Universo particular
Prestes a completar trinta anos de carreira, os Depeche Mode podem já não manter o papel pioneiro que distinguiu alguns dos seus discos mas têm exibido ainda uma vitalidade invejável, sem grandes paralelos em nomes veteranos.
Provavelmente não voltarão a criar álbuns tão marcantes como "Music for the Masses" (1987) ou "Violator" (1990), já que não fazem um grande disco desde "Ultra" (1997), embora os registos mais recentes nunca tenham envergonhado um passado meritório como poucos.
Em vez de o recordar com mais uma compilação de hits, raridades ou gravações ao vivo (em muitos casos mais oportunistas do que oportunos), o trio de Dave Gahan, Martin Gore e Andrew Fletcher prefere seguir em frente.
E "Sounds of the Universe", o seu 12º álbum de originais, é mais um passo seguro mesmo que, tal como os dois anteriores, não traga grandes mudanças.
Mas isso nem é muito importante quando volta a apresentar o mínimo que se pede a um álbum: um conjunto de boas canções. O que de negativo há a apontar aqui nem é, aliás, essa ausência de tentativas de ruptura - que ainda assim poderiam ser bem-vindas -, antes o facto das canções raramente serem mais do que "apenas" boas.

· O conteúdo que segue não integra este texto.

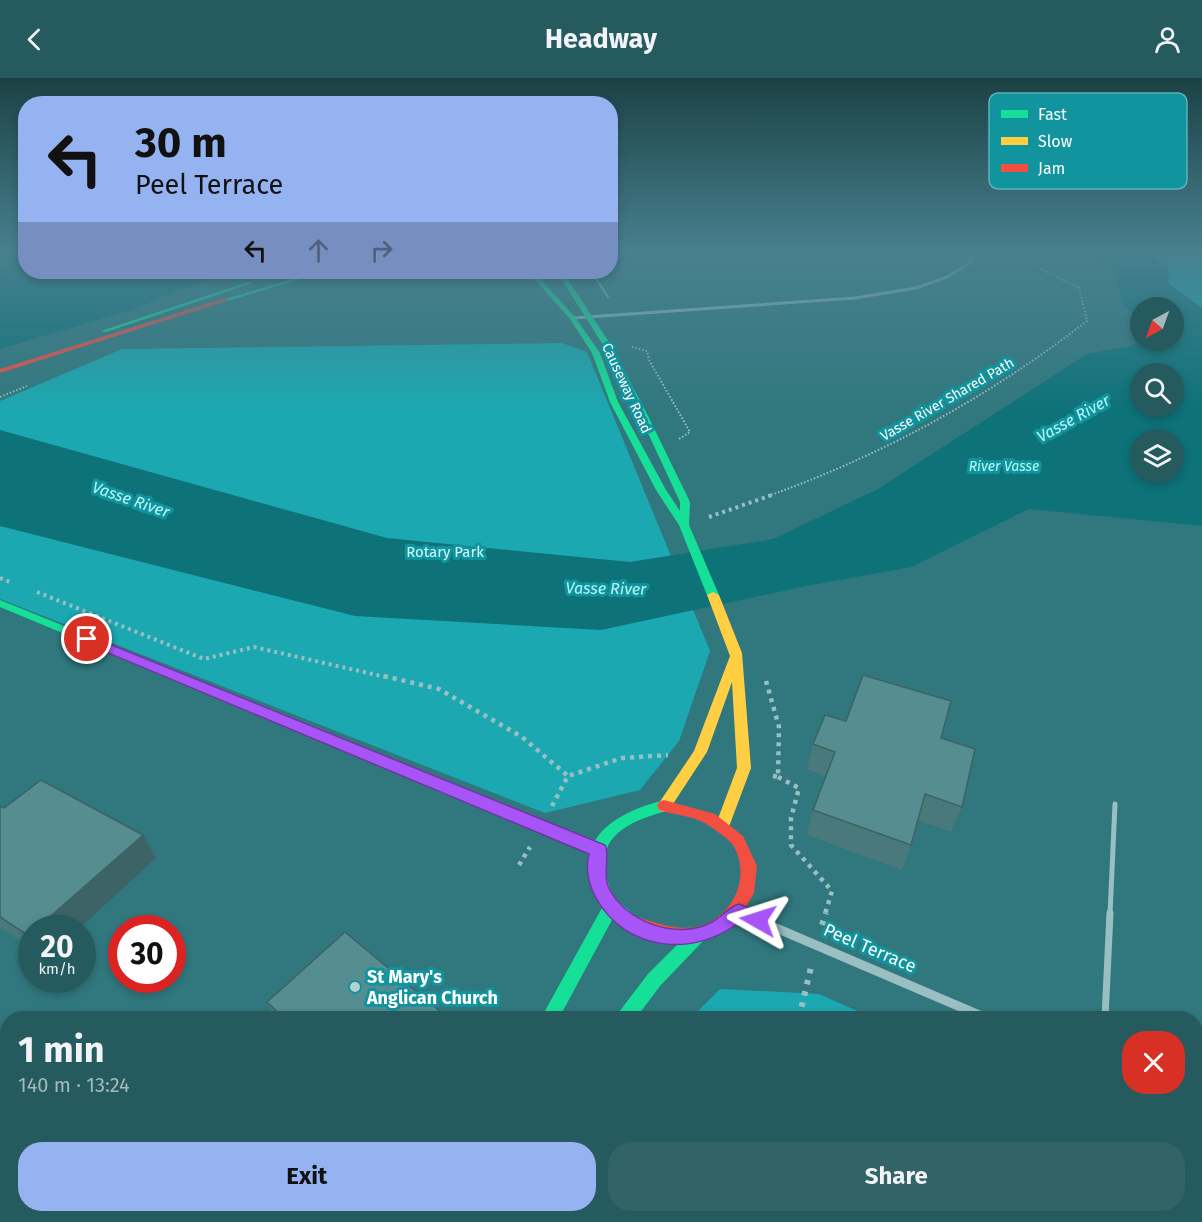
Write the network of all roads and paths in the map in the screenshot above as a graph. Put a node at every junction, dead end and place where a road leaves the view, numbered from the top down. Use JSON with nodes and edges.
{"nodes":[{"id":1,"x":185,"y":303,"type":"edge"},
{"id":2,"x":214,"y":303,"type":"edge"},
{"id":3,"x":560,"y":303,"type":"edge"},
{"id":4,"x":581,"y":303,"type":"edge"},
{"id":5,"x":780,"y":303,"type":"edge"},
{"id":6,"x":1083,"y":303,"type":"edge"},
{"id":7,"x":590,"y":317,"type":"junction"},
{"id":8,"x":573,"y":318,"type":"junction"},
{"id":9,"x":0,"y":364,"type":"edge"},
{"id":10,"x":0,"y":371,"type":"edge"},
{"id":11,"x":709,"y":517,"type":"dead end"},
{"id":12,"x":684,"y":525,"type":"junction"},
{"id":13,"x":0,"y":578,"type":"edge"},
{"id":14,"x":11,"y":582,"type":"dead end"},
{"id":15,"x":32,"y":591,"type":"dead end"},
{"id":16,"x":0,"y":603,"type":"edge"},
{"id":17,"x":736,"y":653,"type":"junction"},
{"id":18,"x":568,"y":776,"type":"dead end"},
{"id":19,"x":778,"y":777,"type":"dead end"},
{"id":20,"x":1115,"y":804,"type":"dead end"},
{"id":21,"x":664,"y":806,"type":"junction"},
{"id":22,"x":723,"y":824,"type":"junction"},
{"id":23,"x":598,"y":850,"type":"junction"},
{"id":24,"x":611,"y":907,"type":"junction"},
{"id":25,"x":739,"y":912,"type":"junction"},
{"id":26,"x":698,"y":935,"type":"junction"},
{"id":27,"x":816,"y":945,"type":"junction"},
{"id":28,"x":554,"y":1011,"type":"edge"},
{"id":29,"x":630,"y":1011,"type":"edge"},
{"id":30,"x":801,"y":1011,"type":"edge"},
{"id":31,"x":970,"y":1011,"type":"edge"},
{"id":32,"x":1105,"y":1011,"type":"edge"}],
"edges":[{"from":1,"to":9,"type":"main road"},
{"from":2,"to":10,"type":"main road"},
{"from":3,"to":8,"type":"main road","name":"Causeway Road"},
{"from":4,"to":7,"type":"main road","name":"Causeway Road"},
{"from":5,"to":7,"type":"street"},
{"from":6,"to":11,"type":"path","name":"Vasse River Shared Path"},
{"from":7,"to":8,"type":"street"},
{"from":7,"to":12,"type":"main road","name":"Causeway Road"},
{"from":8,"to":12,"type":"main road","name":"Causeway Road"},
{"from":12,"to":17,"type":"main road","name":"Causeway Road"},
{"from":13,"to":14,"type":"path"},
{"from":15,"to":18,"type":"path"},
{"from":16,"to":23,"type":"main road"},
{"from":17,"to":21,"type":"main road"},
{"from":17,"to":22,"type":"main road","name":"Causeway Road"},
{"from":19,"to":27,"type":"path"},
{"from":20,"to":32,"type":"lane"},
{"from":21,"to":22,"type":"main road"},
{"from":21,"to":23,"type":"main road"},
{"from":22,"to":25,"type":"main road"},
{"from":23,"to":24,"type":"main road"},
{"from":24,"to":26,"type":"main road"},
{"from":24,"to":28,"type":"main road"},
{"from":25,"to":26,"type":"main road"},
{"from":25,"to":27,"type":"street","name":"Peel Terrace"},
{"from":26,"to":29,"type":"main road"},
{"from":27,"to":30,"type":"path"},
{"from":27,"to":31,"type":"street","name":"Peel Terrace"}]}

Se no registo antecessor, "Playing the Angel" (2005), a banda de Basildon ofereceu dois ou três momentos de excepção, capazes de ombrear com alguns dos seus clássicos, "Sounds of the Universe" deixa as ambições todas no título megalómano.
Com ambientes menos contrastantes do que os últimos discos, investe em atmosferas tendencialmente contemplativas, e mesmo os momentos de maior dinamismo rítmico ficam longe da intensidade de outros tempos - a que não é alheia uma opção dominante pela electrónica face a um uso mais moderado das guitarras.
Nas letras, contudo, as temáticas continuam menos serenas, uma vez que a escrita de Gore (e a de Gahan, que assina três temas) mergulha mais uma vez em relações amorosas conturbadas, divididas entre jogos de desejo, ilusão, obsessão ou poder.
A excepção é "Peace", um dos episódios mais refrescantes do alinhamento, com uma luminosidade que marca tanto a melodia como a letra, exemplo de um optimismo atípico nos Depeche Mode ("I'm leaving bitterness /Behind this time/ I'm cleaning out my mind", "I'm leaving anger in the past/ With all the shadows/ That it cast").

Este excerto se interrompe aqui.